Note: someone from TripleO also checks the -23 package in our upgrades scope, to see if it also solves the OSPd issue. I also suggested to test 14 to 15 to 22 package update, they may also do it after. I will ask them to report with results here.
OK, the previous issue that we had with restart on package update was https://bugzilla.redhat.com/show_bug.cgi?id=1385096 I think we later worked it around for tripleo with using rpm --nopostun: https://github.com/openstack/tripleo-heat-templates/blob/stable/newton/extraconfig/tasks/major_upgrade_controller_pacemaker_2.sh#L102-L114 So maybe it indeed now makes sense to revert the patch, that's on you folks to decide.

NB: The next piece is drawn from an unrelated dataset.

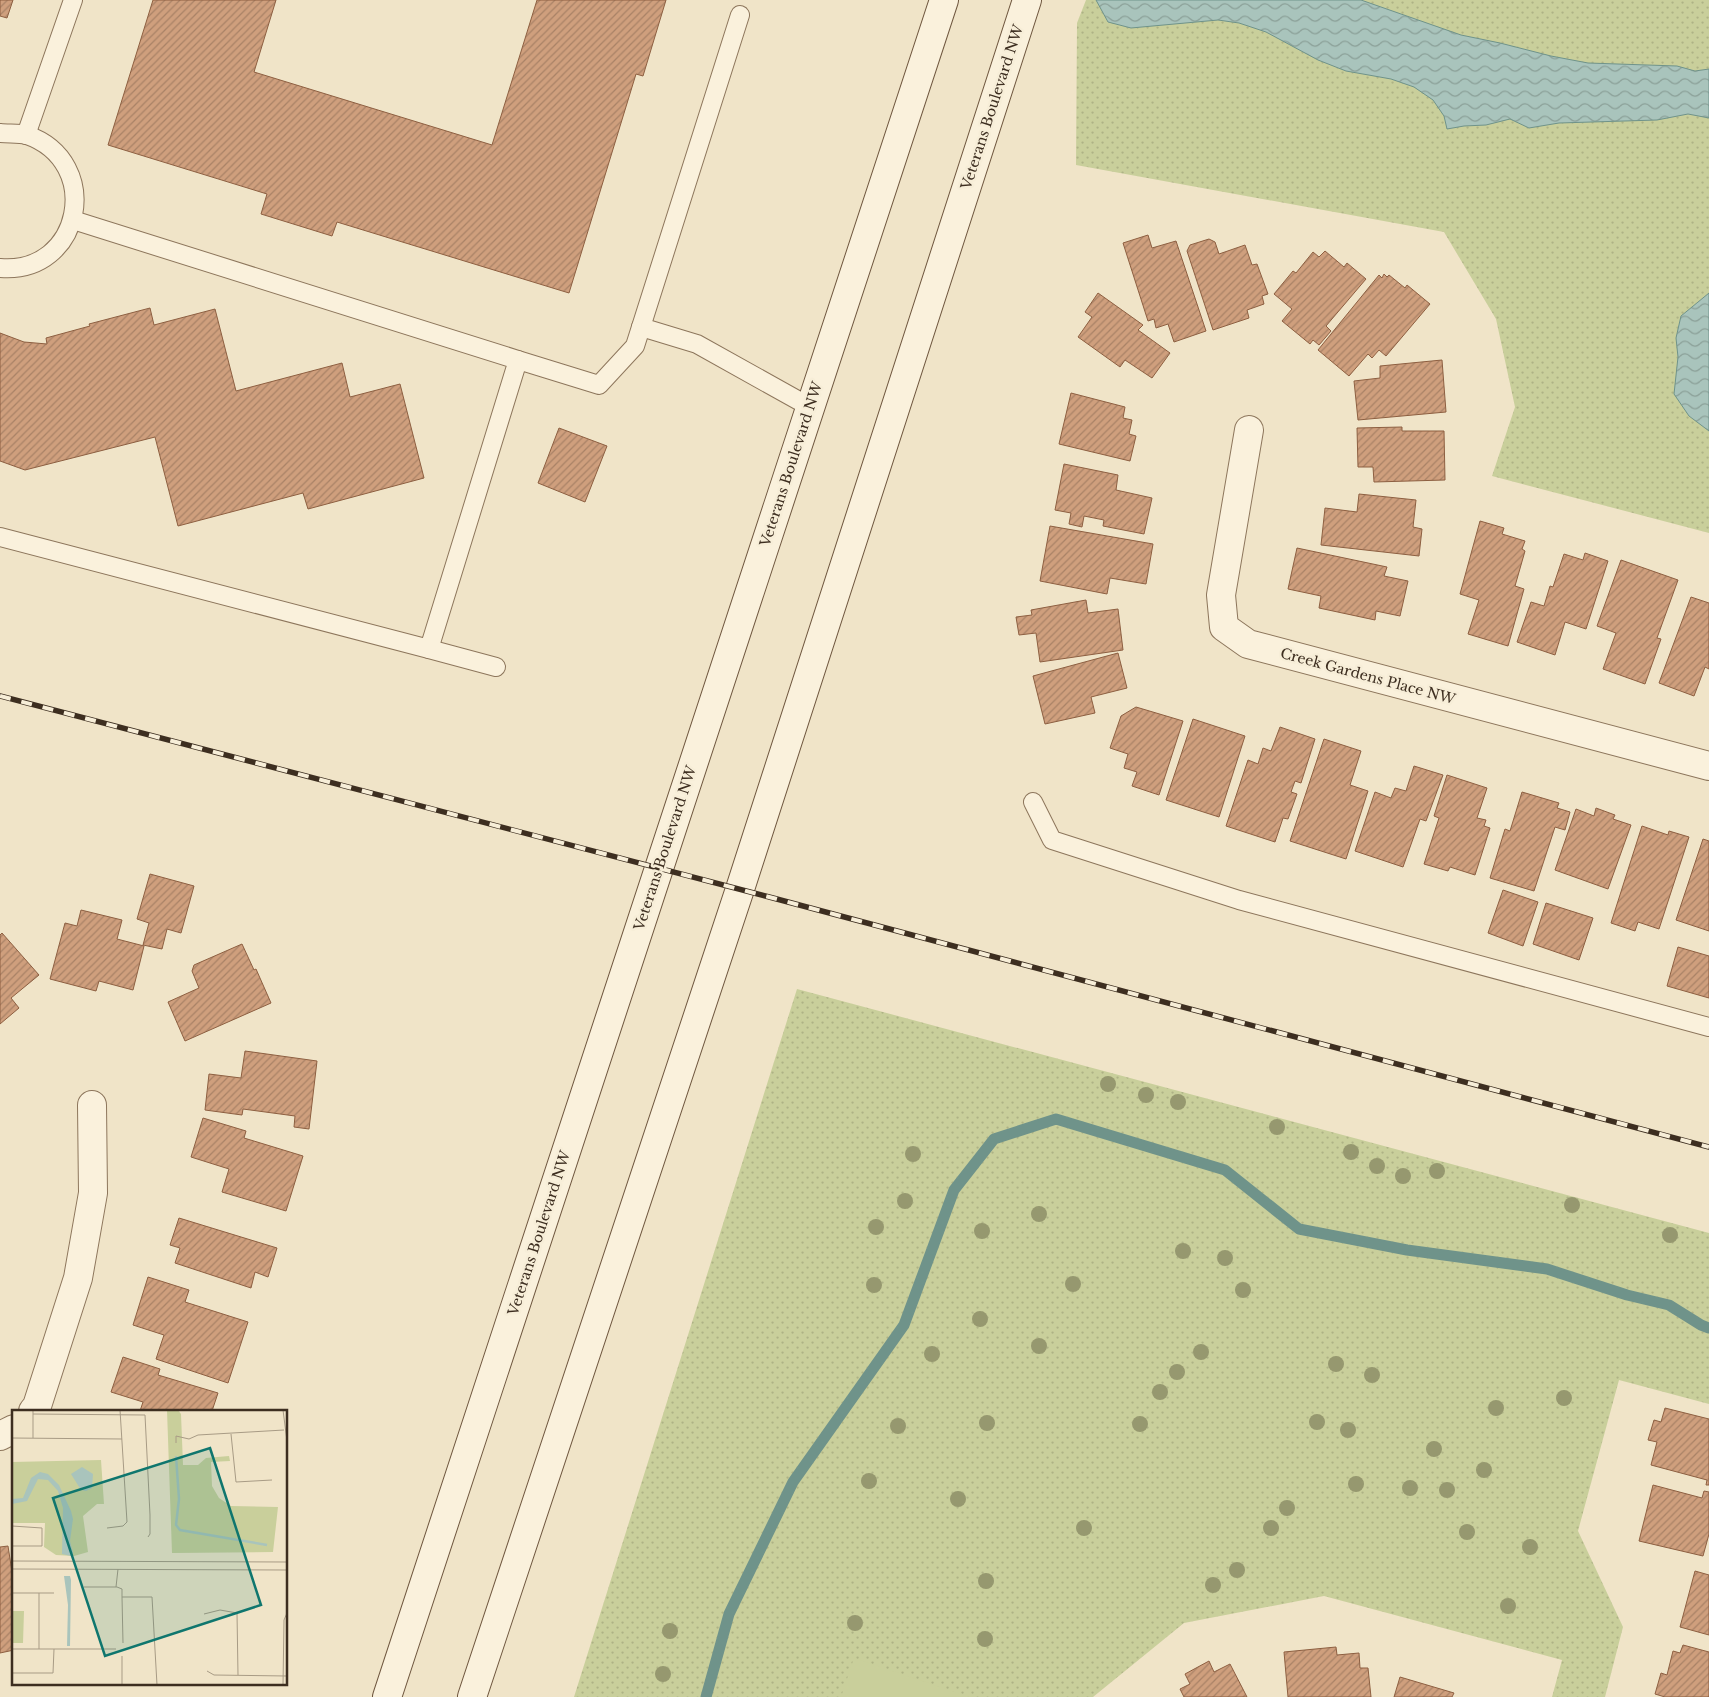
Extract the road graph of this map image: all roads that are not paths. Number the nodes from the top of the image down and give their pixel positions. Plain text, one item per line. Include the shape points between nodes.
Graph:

Hi, so the rpm was installed like this by the upgrade script (confirmed by log on the platform and put there as attachment) rpm -U --replacepkgs --nopostun ./openvswitch-2.5.0-23.git20160727.el7fdb.x86_64.rpm And then on the working upgraded platform we had the correct package: $ rpm -qa | grep 'openvswitch-2.5.0-23.git20160727.el7fdb.x86_64' openvswitch-2.5.0-23.git20160727.el7fdb.x86_64 Is that incorrect ? I don't really get the comment about getting back to bug 1385096.
Created attachment 1231765 [details] Log of the controller upgrade. This is the log of the controller installation where we can see the rpm installation of the openvswitch attached to the bz.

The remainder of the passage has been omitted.